Verbatim reproduction of the entries is required; images must be omitted.
────────────────────────────────────────
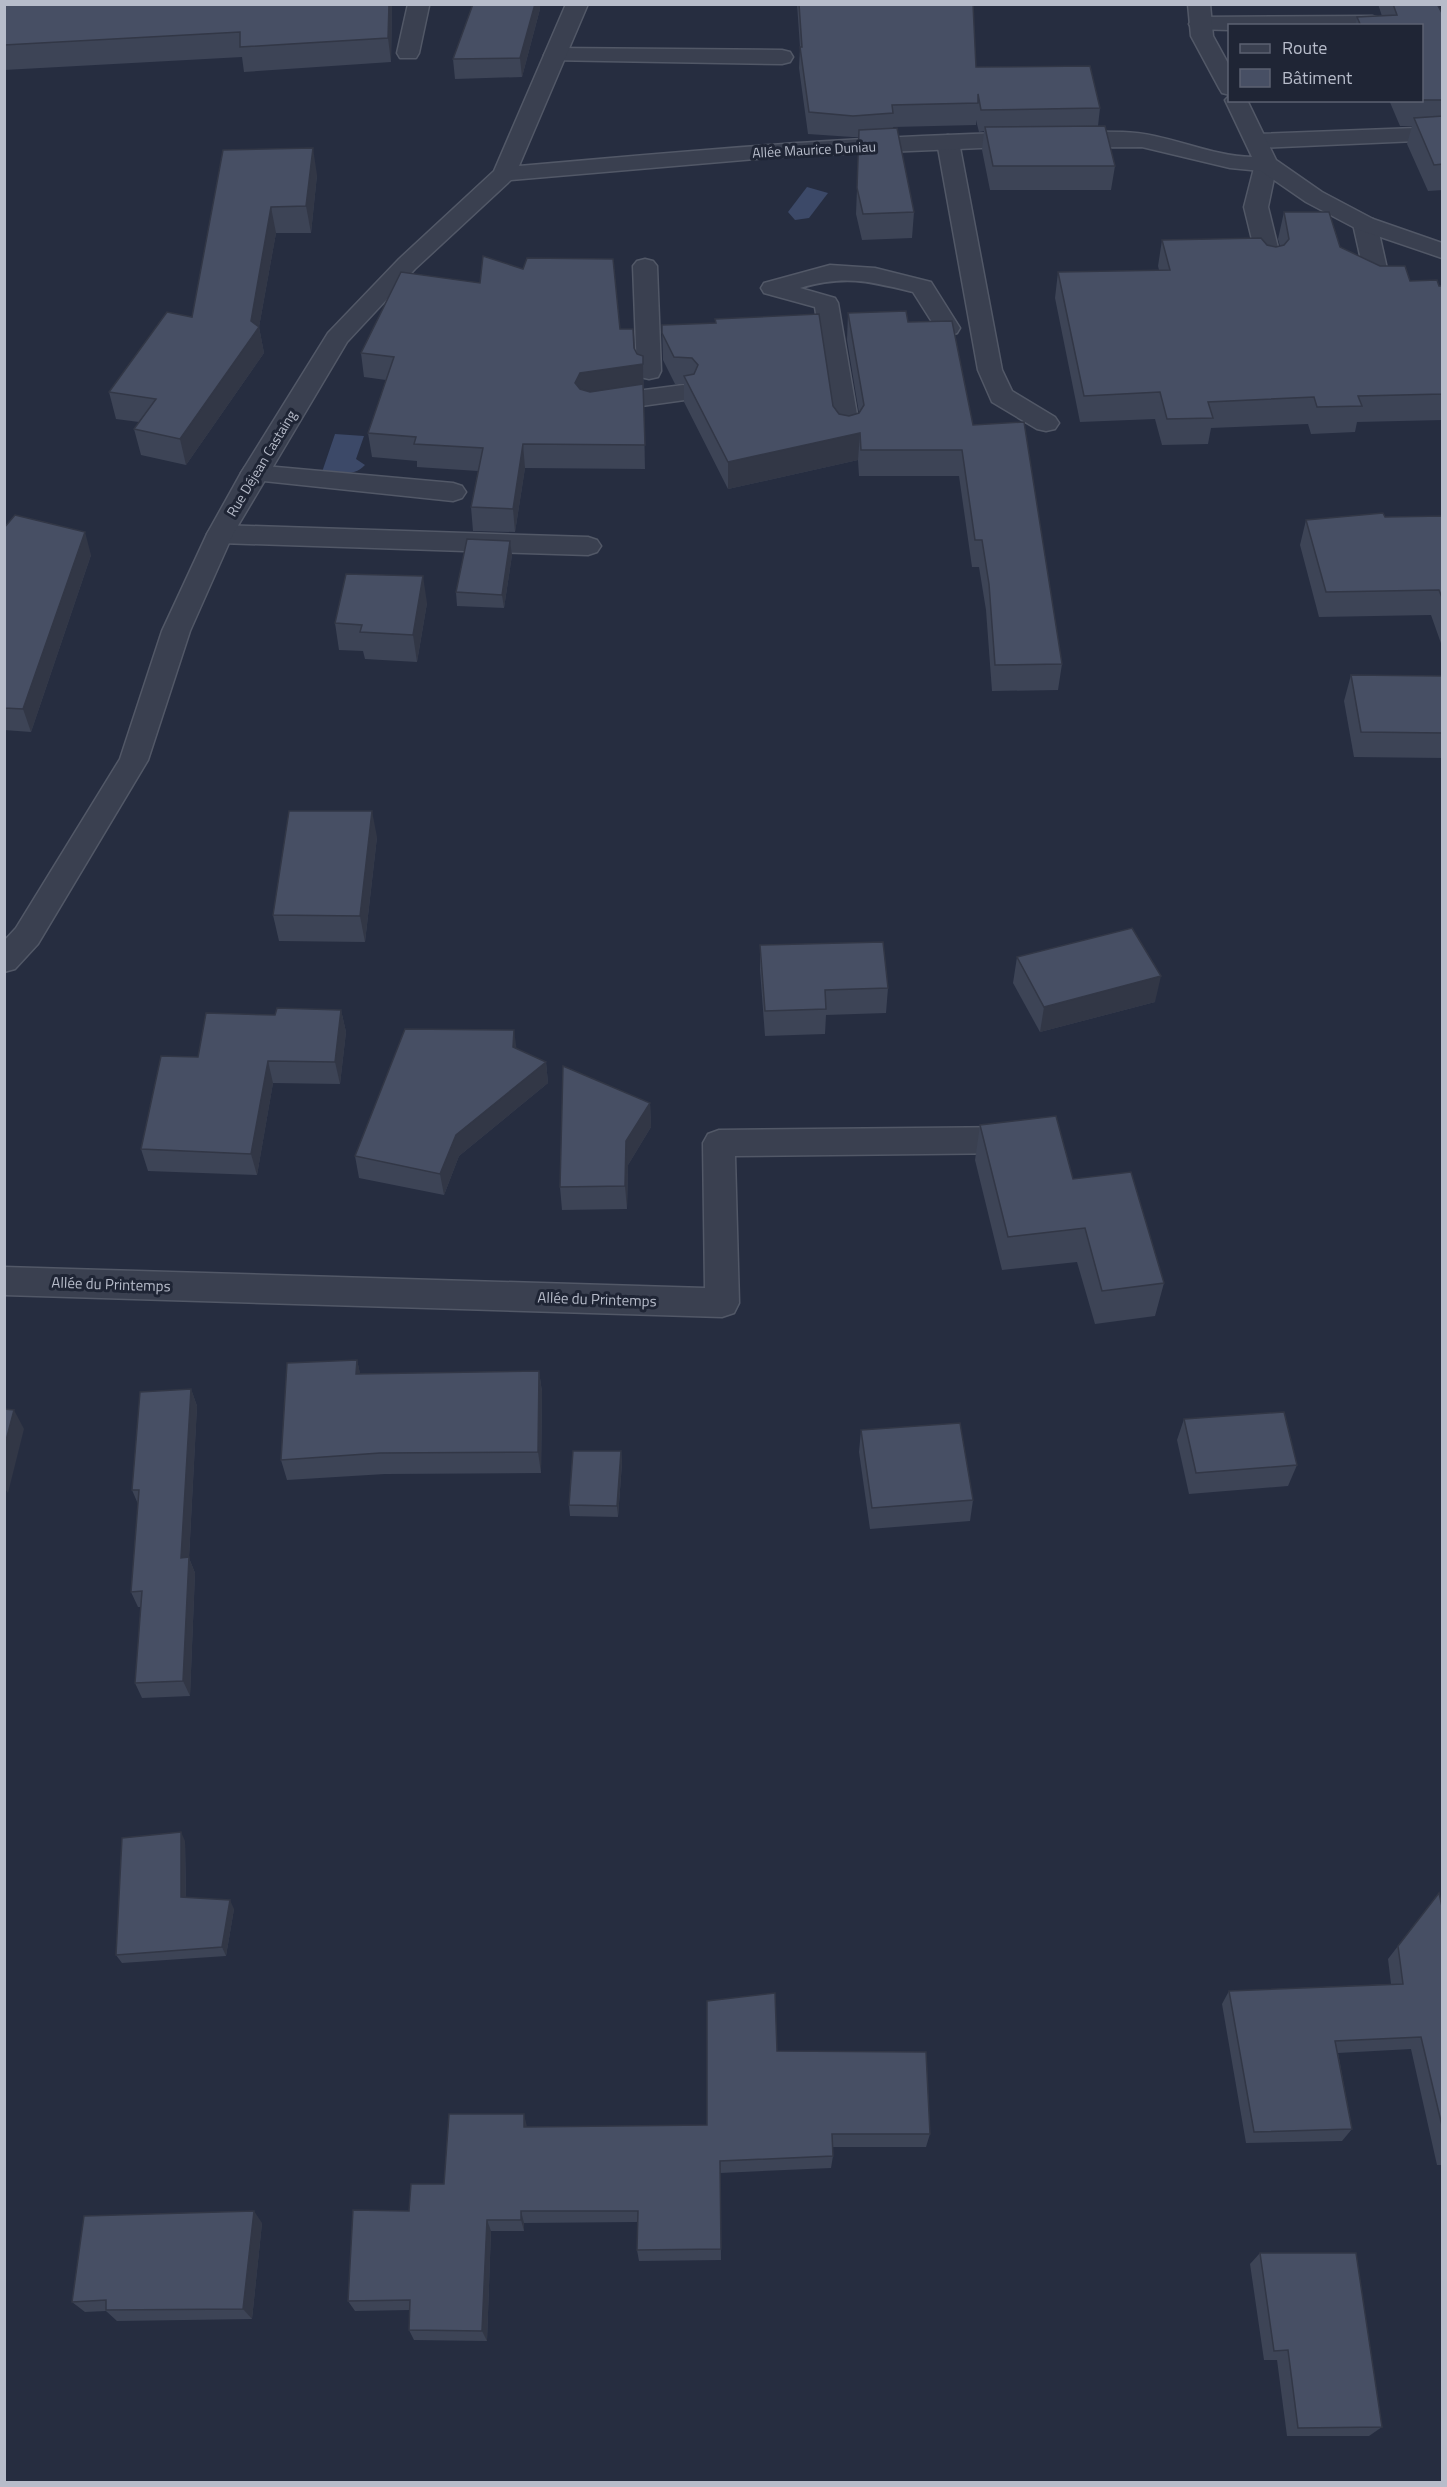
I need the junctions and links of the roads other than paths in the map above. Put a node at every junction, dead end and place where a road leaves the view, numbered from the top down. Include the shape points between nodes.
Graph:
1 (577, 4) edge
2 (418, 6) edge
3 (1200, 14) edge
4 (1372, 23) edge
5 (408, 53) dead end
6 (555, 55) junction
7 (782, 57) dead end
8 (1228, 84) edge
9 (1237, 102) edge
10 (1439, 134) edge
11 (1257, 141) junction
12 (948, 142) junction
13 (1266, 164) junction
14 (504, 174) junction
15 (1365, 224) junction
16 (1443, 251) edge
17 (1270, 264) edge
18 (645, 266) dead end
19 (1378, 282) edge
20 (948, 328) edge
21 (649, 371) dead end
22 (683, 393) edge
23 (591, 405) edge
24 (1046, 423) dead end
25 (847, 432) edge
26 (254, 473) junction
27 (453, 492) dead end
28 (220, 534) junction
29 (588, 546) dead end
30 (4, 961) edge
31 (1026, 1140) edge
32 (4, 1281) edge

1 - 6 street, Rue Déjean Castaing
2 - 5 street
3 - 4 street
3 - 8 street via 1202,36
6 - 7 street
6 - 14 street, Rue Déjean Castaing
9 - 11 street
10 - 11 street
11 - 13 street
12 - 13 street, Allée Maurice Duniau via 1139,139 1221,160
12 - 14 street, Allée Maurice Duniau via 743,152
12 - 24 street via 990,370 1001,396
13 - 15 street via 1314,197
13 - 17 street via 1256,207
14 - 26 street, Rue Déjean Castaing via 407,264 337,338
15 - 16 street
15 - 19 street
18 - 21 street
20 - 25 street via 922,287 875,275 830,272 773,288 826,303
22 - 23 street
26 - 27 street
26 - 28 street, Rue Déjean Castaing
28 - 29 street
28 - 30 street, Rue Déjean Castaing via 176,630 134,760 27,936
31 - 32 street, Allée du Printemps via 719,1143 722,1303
────────────────────────────────────────
RESULT OF THIS EXERCISE:
I need the junctions and links of the roads other than paths in the map above. Put a node at every junction, dead end and place where a road leaves the view, numbered from the top down. Include the shape points between nodes.
Graph:
1 (577, 4) edge
2 (418, 6) edge
3 (1200, 14) edge
4 (1372, 23) edge
5 (408, 53) dead end
6 (555, 55) junction
7 (782, 57) dead end
8 (1228, 84) edge
9 (1237, 102) edge
10 (1439, 134) edge
11 (1257, 141) junction
12 (948, 142) junction
13 (1266, 164) junction
14 (504, 174) junction
15 (1365, 224) junction
16 (1443, 251) edge
17 (1270, 264) edge
18 (645, 266) dead end
19 (1378, 282) edge
20 (948, 328) edge
21 (649, 371) dead end
22 (683, 393) edge
23 (591, 405) edge
24 (1046, 423) dead end
25 (847, 432) edge
26 (254, 473) junction
27 (453, 492) dead end
28 (220, 534) junction
29 (588, 546) dead end
30 (4, 961) edge
31 (1026, 1140) edge
32 (4, 1281) edge

1 - 6 street, Rue Déjean Castaing
2 - 5 street
3 - 4 street
3 - 8 street via 1202,36
6 - 7 street
6 - 14 street, Rue Déjean Castaing
9 - 11 street
10 - 11 street
11 - 13 street
12 - 13 street, Allée Maurice Duniau via 1139,139 1221,160
12 - 14 street, Allée Maurice Duniau via 743,152
12 - 24 street via 990,370 1001,396
13 - 15 street via 1314,197
13 - 17 street via 1256,207
14 - 26 street, Rue Déjean Castaing via 407,264 337,338
15 - 16 street
15 - 19 street
18 - 21 street
20 - 25 street via 922,287 875,275 830,272 773,288 826,303
22 - 23 street
26 - 27 street
26 - 28 street, Rue Déjean Castaing
28 - 29 street
28 - 30 street, Rue Déjean Castaing via 176,630 134,760 27,936
31 - 32 street, Allée du Printemps via 719,1143 722,1303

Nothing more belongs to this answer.